Our Farm of Four Acres and the Money we Made by it eBook

This eBook from the Gutenberg Project consists of approximately 86 pages of information about Our Farm of Four Acres and the Money we Made by it.

CHAPTER XVI.

CONCLUSION.

It is with considerable diffidence the writer ventures to give the public this slight sketch of her experience in farming four acres of land.

When she finally resolved to fix her residence in the country, she was wholly ignorant how she ought to manage, so that the small quantity of land she rented might, if not a source of profit, be at least no loss.

She was told by a friend, who for a short time had tried “a little place” at Chiselhurst, that it was very possible to lose a considerable sum yearly by under taking to farm a very small quantity of land.  “Be quite sure,” said the friendly adviser—­“and remember, I speak from experience—­that whatever animals you may keep, the expense attending them will be treble the value of the produce you receive.  Your cows will die, or, for want of being properly looked after, will soon cease to give any milk; your pigs will cost you more for food than will buy the pork four times over; your chickens and ducks will stray away, or be stolen; your garden-produce will, if worth anything, find its way to Covent Garden; and each quarter your bills from the seedsman and miller will amount to as much as would supply you with meat, bread, milk, butter, eggs, and poultry, in London.”

Certainly this was rather a black state of things to look forward to; but the conviction was formed, after mature reflection, that a residence some miles from town was the one best suited to the writer’s family.  She was compelled to acknowledge to those friends who advised her to the contrary, her ignorance on most things appertaining to the mode of life she proposed to commence, but trusted to that often-talked-of commodity, common sense, to prevent her being ruined by farming four acres of land.

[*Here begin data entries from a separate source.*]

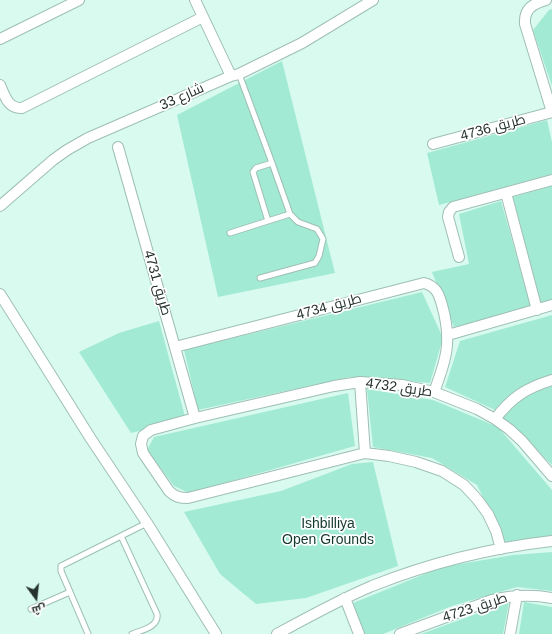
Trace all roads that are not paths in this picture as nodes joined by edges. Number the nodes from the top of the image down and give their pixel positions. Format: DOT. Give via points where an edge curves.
graph roads {
  1 [pos="79,0"];
  2 [pos="194,0"];
  3 [pos="546,0"];
  4 [pos="368,1"];
  5 [pos="203,17"];
  6 [pos="0,39"];
  7 [pos="235,75"];
  8 [pos="0,85"];
  9 [pos="552,112"];
  10 [pos="433,144"];
  11 [pos="118,147"];
  12 [pos="272,163"];
  13 [pos="552,180"];
  14 [pos="506,194"];
  15 [pos="0,206"];
  16 [pos="290,214"];
  17 [pos="268,221"];
  18 [pos="230,233"];
  19 [pos="459,257"];
  20 [pos="260,278"];
  21 [pos="0,294"];
  22 [pos="552,305"];
  23 [pos="537,310"];
  24 [pos="448,335"];
  25 [pos="175,347"];
  26 [pos="552,380"];
  27 [pos="360,382"];
  28 [pos="434,392"];
  29 [pos="195,418"];
  30 [pos="496,419"];
  31 [pos="365,453"];
  32 [pos="552,476"];
  33 [pos="147,523"];
  34 [pos="121,536"];
  35 [pos="552,541"];
  36 [pos="501,549"];
  37 [pos="70,592"];
  38 [pos="517,595"];
  39 [pos="345,598"];
  40 [pos="552,598"];
  41 [pos="31,609"];
  42 [pos="88,634"];
  43 [pos="132,634"];
  44 [pos="216,634"];
  45 [pos="277,634"];
  46 [pos="359,634"];
  47 [pos="400,634"];
  48 [pos="510,634"];
  1 -- 6 [label="street"];
  2 -- 5 [label="street"];
  3 -- 9 [label="street" via="528,9 525,24"];
  4 -- 7 [label="street, شارع 33" via="302,43"];
  5 -- 7 [label="street"];
  5 -- 8 [label="street" via="22,108 9,103"];
  7 -- 12 [label="lane"];
  7 -- 15 [label="street, شارع 33" via="88,138 53,160"];
  9 -- 10 [label="street, طريق 4736"];
  11 -- 25 [label="street, طريق 4731"];
  12 -- 16 [label="lane"];
  12 -- 17 [label="lane" via="256,168 253,172"];
  13 -- 14 [label="street"];
  14 -- 19 [label="street" via="453,207 449,212 448,217"];
  14 -- 23 [label="street"];
  16 -- 17 [label="lane"];
  16 -- 20 [label="lane" via="298,222 320,232 323,243 318,258 312,264"];
  17 -- 18 [label="lane"];
  21 -- 33 [label="street"];
  22 -- 23 [label="street"];
  23 -- 24 [label="street"];
  24 -- 25 [label="street, طريق 4734" via="439,294 436,288 424,283"];
  24 -- 28 [label="street, طريق 4734" via="446,358"];
  25 -- 29 [label="street, طريق 4731"];
  26 -- 30 [label="street" via="519,394 506,405"];
  27 -- 28 [label="street, طريق 4732" via="394,384"];
  27 -- 29 [label="street, طريق 4732"];
  27 -- 31 [label="street"];
  28 -- 30 [label="street, طريق 4732"];
  29 -- 31 [label="street, طريق 4732" via="150,430 143,436 141,444 143,453 168,491 181,498"];
  30 -- 32 [label="street, طريق 4732" via="522,441"];
  31 -- 36 [label="street" via="416,462 442,471 464,485 488,514"];
  33 -- 34 [label="lane"];
  33 -- 44 [label="street"];
  34 -- 37 [label="lane" via="62,564 61,571"];
  34 -- 43 [label="lane" via="157,614 156,622"];
  35 -- 36 [label="street"];
  36 -- 39 [label="street" via="428,566"];
  37 -- 41 [label="lane"];
  37 -- 42 [label="lane"];
  38 -- 40 [label="street, طريق 4723"];
  38 -- 47 [label="street, طريق 4723" via="492,600"];
  38 -- 48 [label="street"];
  39 -- 45 [label="street"];
  39 -- 46 [label="street"];
}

She thought, if she could not herself discover how to manage, she might acquire the requisite knowledge from some of the little books she had purchased on subjects connected with “rural economy.”  They proved, however, quite useless.  They appeared to the writer to be merely compilations from larger works; and, like the actors in the barn, who played the tragedy of “Hamlet,” and omitted the character of the hero, so did these books leave out the very things which, from the title-pages, the purchaser expected to find in them.

Some time after experience had shown how butter could be made successfully, a lady, who had been for years resident in the country, said, during a morning call, “My dairy-maid is gone away ill, and the cook makes the butter; but it is so bad we cannot eat it:  and besides that nuisance, she has this morning given me notice to leave.  She says she did not ‘engage’ to ‘mess’ about in the dairy.”

“Well,” said the writer, “why not make the butter yourself, till you can suit yourself with a new servant?”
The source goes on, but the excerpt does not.